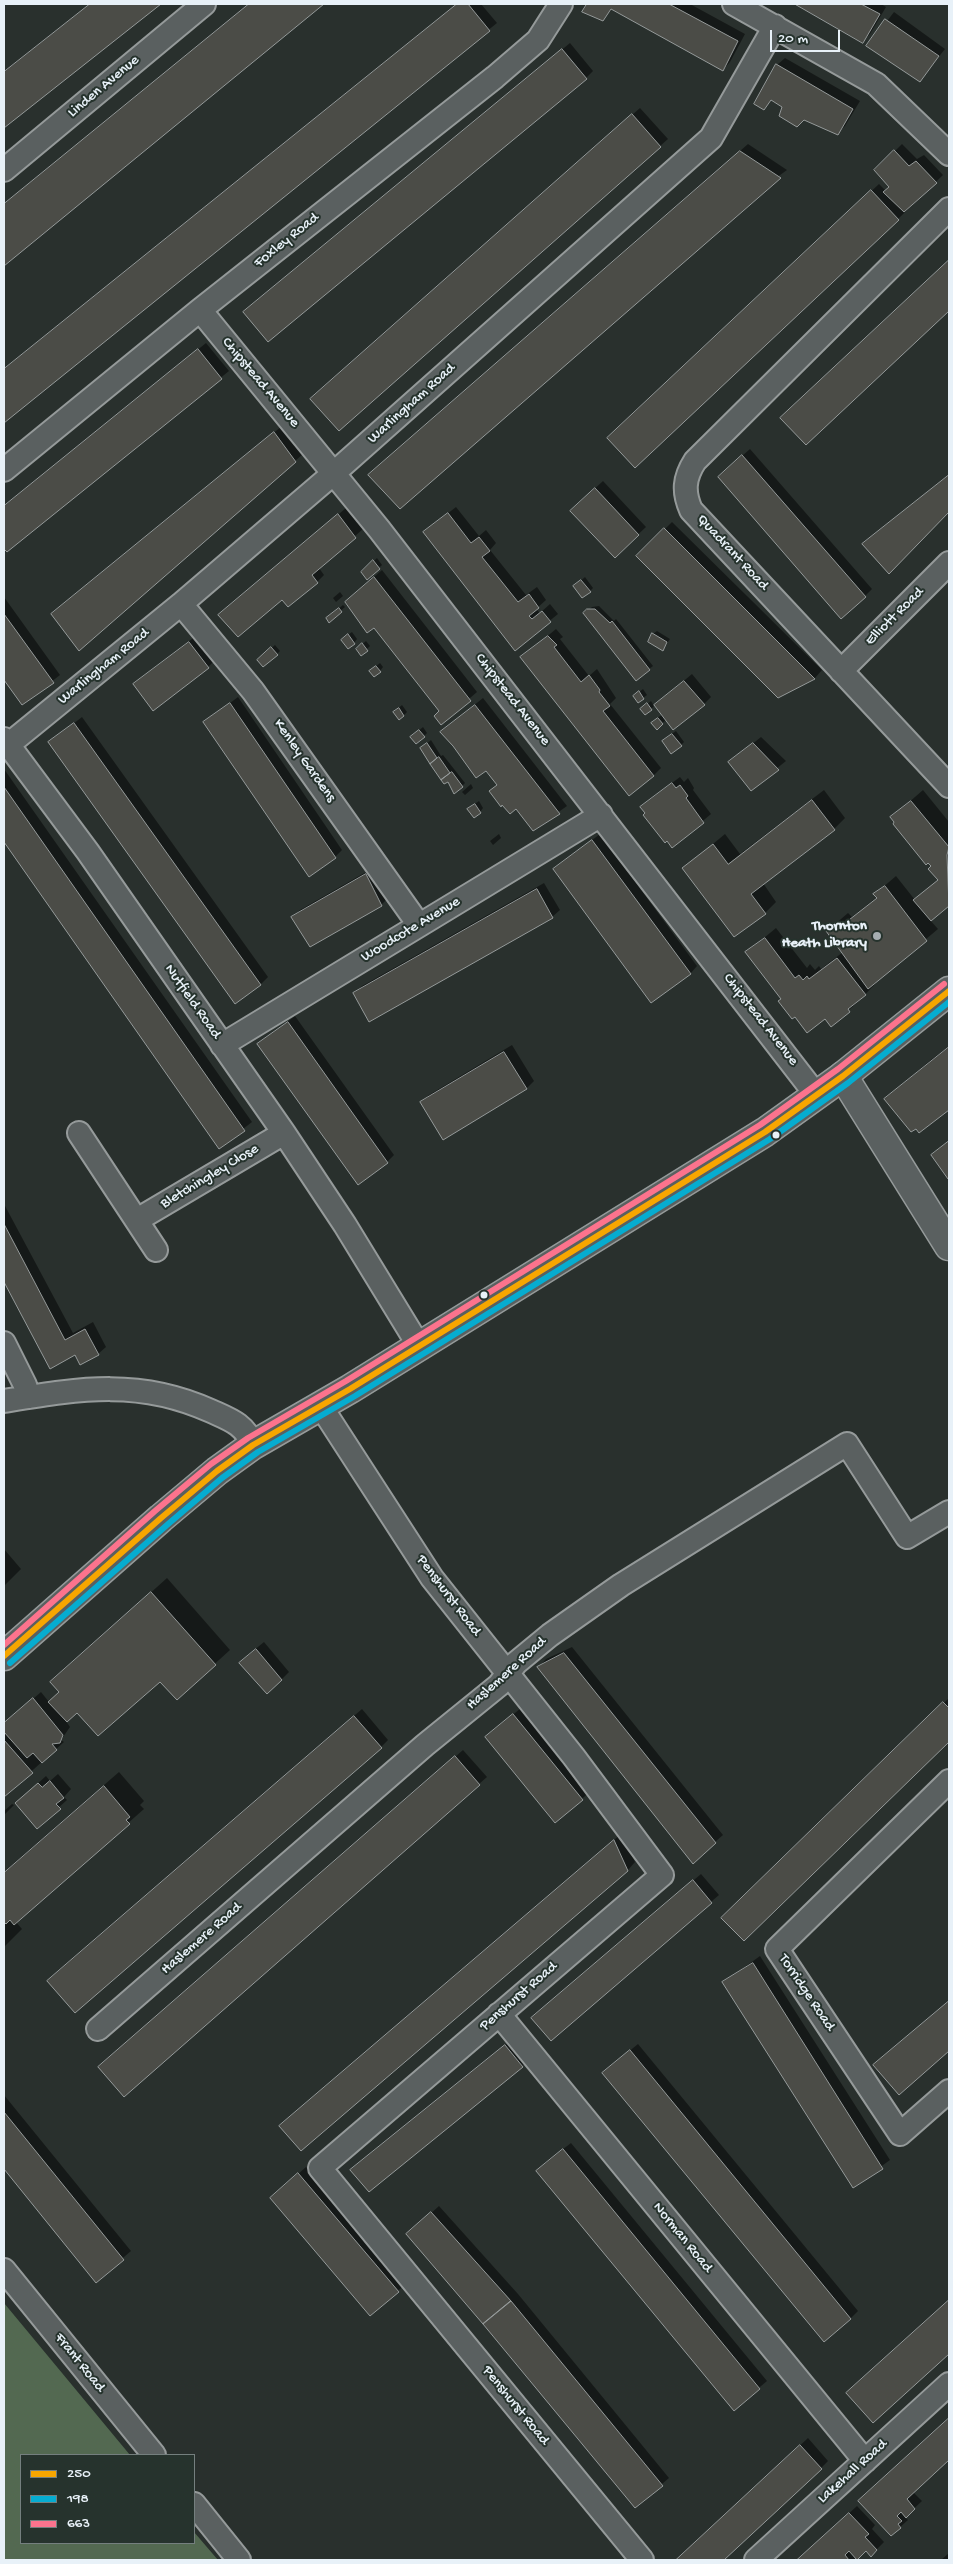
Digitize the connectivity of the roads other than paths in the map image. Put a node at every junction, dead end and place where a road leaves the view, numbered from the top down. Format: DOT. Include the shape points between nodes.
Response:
graph roads {
  1 [pos="561,4"];
  2 [pos="734,4"];
  3 [pos="197,6"];
  4 [pos="775,26"];
  5 [pos="949,154"];
  6 [pos="4,170"];
  7 [pos="949,210"];
  8 [pos="200,310"];
  9 [pos="4,470"];
  10 [pos="334,474"];
  11 [pos="949,564"];
  12 [pos="182,604"];
  13 [pos="841,671"];
  14 [pos="6,742"];
  15 [pos="949,786"];
  16 [pos="601,815"];
  17 [pos="419,924"];
  18 [pos="949,991"];
  19 [pos="222,1045"];
  20 [pos="843,1076"];
  21 [pos="817,1096"];
  22 [pos="79,1133"];
  23 [pos="284,1133"];
  24 [pos="137,1220"];
  25 [pos="949,1246"];
  26 [pos="156,1250"];
  27 [pos="4,1343"];
  28 [pos="419,1346"];
  29 [pos="29,1397"];
  30 [pos="4,1401"];
  31 [pos="320,1405"];
  32 [pos="253,1446"];
  33 [pos="949,1512"];
  34 [pos="4,1656"];
  35 [pos="507,1672"];
  36 [pos="949,1780"];
  37 [pos="499,2014"];
  38 [pos="98,2029"];
  39 [pos="949,2091"];
  40 [pos="4,2270"];
  41 [pos="949,2384"];
  42 [pos="153,2454"];
  43 [pos="865,2461"];
  44 [pos="195,2505"];
  45 [pos="238,2560"];
  46 [pos="642,2560"];
  47 [pos="756,2560"];
  1 -- 8 [label="street, Foxley Road" via="542,35 523,53"];
  2 -- 4 [label="street"];
  3 -- 6 [label="street, Linden Avenue"];
  4 -- 5 [label="street" via="876,84"];
  4 -- 10 [label="street, Warlingham Road" via="711,138"];
  7 -- 13 [label="street, Quadrant Road" via="695,461 688,472 687,500 692,510"];
  8 -- 9 [label="street, Foxley Road"];
  8 -- 10 [label="street, Chipstead Avenue"];
  10 -- 12 [label="street, Warlingham Road"];
  10 -- 16 [label="street, Chipstead Avenue"];
  11 -- 13 [label="street, Elliott Road"];
  12 -- 14 [label="street, Warlingham Road"];
  12 -- 17 [label="street, Kenley Gardens" via="253,690"];
  13 -- 15 [label="street, Quadrant Road"];
  14 -- 19 [label="street, Nutfield Road" via="88,852"];
  16 -- 17 [label="street, Woodcote Avenue"];
  16 -- 21 [label="street, Chipstead Avenue"];
  17 -- 19 [label="street, Woodcote Avenue"];
  18 -- 20 [label="main road"];
  19 -- 23 [label="street, Nutfield Road"];
  20 -- 21 [label="main road"];
  20 -- 25 [label="main road"];
  21 -- 28 [label="main road" via="680,1186"];
  22 -- 24 [label="street"];
  23 -- 24 [label="street, Bletchingley Close"];
  23 -- 28 [label="street, Nutfield Road" via="345,1224"];
  24 -- 26 [label="street"];
  27 -- 29 [label="street"];
  28 -- 31 [label="main road"];
  29 -- 30 [label="street"];
  29 -- 32 [label="street" via="129,1388 168,1394 226,1418 246,1430"];
  31 -- 32 [label="main road"];
  31 -- 35 [label="street, Penshurst Road" via="432,1578"];
  32 -- 34 [label="main road" via="217,1471"];
  33 -- 35 [label="street, Haslemere Road" via="907,1537 847,1444 587,1607"];
  35 -- 37 [label="street, Penshurst Road" via="662,1875"];
  35 -- 38 [label="street, Haslemere Road" via="498,1685"];
  36 -- 39 [label="street, Torridge Road" via="777,1949 900,2134"];
  37 -- 43 [label="street, Norman Road"];
  37 -- 46 [label="street, Penshurst Road" via="320,2168"];
  40 -- 42 [label="street, Frant Road"];
  41 -- 43 [label="street, Lakehall Road"];
  43 -- 47 [label="street, Lakehall Road"];
  44 -- 45 [label="street"];
}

WHAT IS BEING ASKED: Once the pictures are set aside, give the listing again word for word.

ANSWER FOR THE TASK:
Digitize the connectivity of the roads other than paths in the map image. Put a node at every junction, dead end and place where a road leaves the view, numbered from the top down. Format: DOT. Include the shape points between nodes.
Response:
graph roads {
  1 [pos="561,4"];
  2 [pos="734,4"];
  3 [pos="197,6"];
  4 [pos="775,26"];
  5 [pos="949,154"];
  6 [pos="4,170"];
  7 [pos="949,210"];
  8 [pos="200,310"];
  9 [pos="4,470"];
  10 [pos="334,474"];
  11 [pos="949,564"];
  12 [pos="182,604"];
  13 [pos="841,671"];
  14 [pos="6,742"];
  15 [pos="949,786"];
  16 [pos="601,815"];
  17 [pos="419,924"];
  18 [pos="949,991"];
  19 [pos="222,1045"];
  20 [pos="843,1076"];
  21 [pos="817,1096"];
  22 [pos="79,1133"];
  23 [pos="284,1133"];
  24 [pos="137,1220"];
  25 [pos="949,1246"];
  26 [pos="156,1250"];
  27 [pos="4,1343"];
  28 [pos="419,1346"];
  29 [pos="29,1397"];
  30 [pos="4,1401"];
  31 [pos="320,1405"];
  32 [pos="253,1446"];
  33 [pos="949,1512"];
  34 [pos="4,1656"];
  35 [pos="507,1672"];
  36 [pos="949,1780"];
  37 [pos="499,2014"];
  38 [pos="98,2029"];
  39 [pos="949,2091"];
  40 [pos="4,2270"];
  41 [pos="949,2384"];
  42 [pos="153,2454"];
  43 [pos="865,2461"];
  44 [pos="195,2505"];
  45 [pos="238,2560"];
  46 [pos="642,2560"];
  47 [pos="756,2560"];
  1 -- 8 [label="street, Foxley Road" via="542,35 523,53"];
  2 -- 4 [label="street"];
  3 -- 6 [label="street, Linden Avenue"];
  4 -- 5 [label="street" via="876,84"];
  4 -- 10 [label="street, Warlingham Road" via="711,138"];
  7 -- 13 [label="street, Quadrant Road" via="695,461 688,472 687,500 692,510"];
  8 -- 9 [label="street, Foxley Road"];
  8 -- 10 [label="street, Chipstead Avenue"];
  10 -- 12 [label="street, Warlingham Road"];
  10 -- 16 [label="street, Chipstead Avenue"];
  11 -- 13 [label="street, Elliott Road"];
  12 -- 14 [label="street, Warlingham Road"];
  12 -- 17 [label="street, Kenley Gardens" via="253,690"];
  13 -- 15 [label="street, Quadrant Road"];
  14 -- 19 [label="street, Nutfield Road" via="88,852"];
  16 -- 17 [label="street, Woodcote Avenue"];
  16 -- 21 [label="street, Chipstead Avenue"];
  17 -- 19 [label="street, Woodcote Avenue"];
  18 -- 20 [label="main road"];
  19 -- 23 [label="street, Nutfield Road"];
  20 -- 21 [label="main road"];
  20 -- 25 [label="main road"];
  21 -- 28 [label="main road" via="680,1186"];
  22 -- 24 [label="street"];
  23 -- 24 [label="street, Bletchingley Close"];
  23 -- 28 [label="street, Nutfield Road" via="345,1224"];
  24 -- 26 [label="street"];
  27 -- 29 [label="street"];
  28 -- 31 [label="main road"];
  29 -- 30 [label="street"];
  29 -- 32 [label="street" via="129,1388 168,1394 226,1418 246,1430"];
  31 -- 32 [label="main road"];
  31 -- 35 [label="street, Penshurst Road" via="432,1578"];
  32 -- 34 [label="main road" via="217,1471"];
  33 -- 35 [label="street, Haslemere Road" via="907,1537 847,1444 587,1607"];
  35 -- 37 [label="street, Penshurst Road" via="662,1875"];
  35 -- 38 [label="street, Haslemere Road" via="498,1685"];
  36 -- 39 [label="street, Torridge Road" via="777,1949 900,2134"];
  37 -- 43 [label="street, Norman Road"];
  37 -- 46 [label="street, Penshurst Road" via="320,2168"];
  40 -- 42 [label="street, Frant Road"];
  41 -- 43 [label="street, Lakehall Road"];
  43 -- 47 [label="street, Lakehall Road"];
  44 -- 45 [label="street"];
}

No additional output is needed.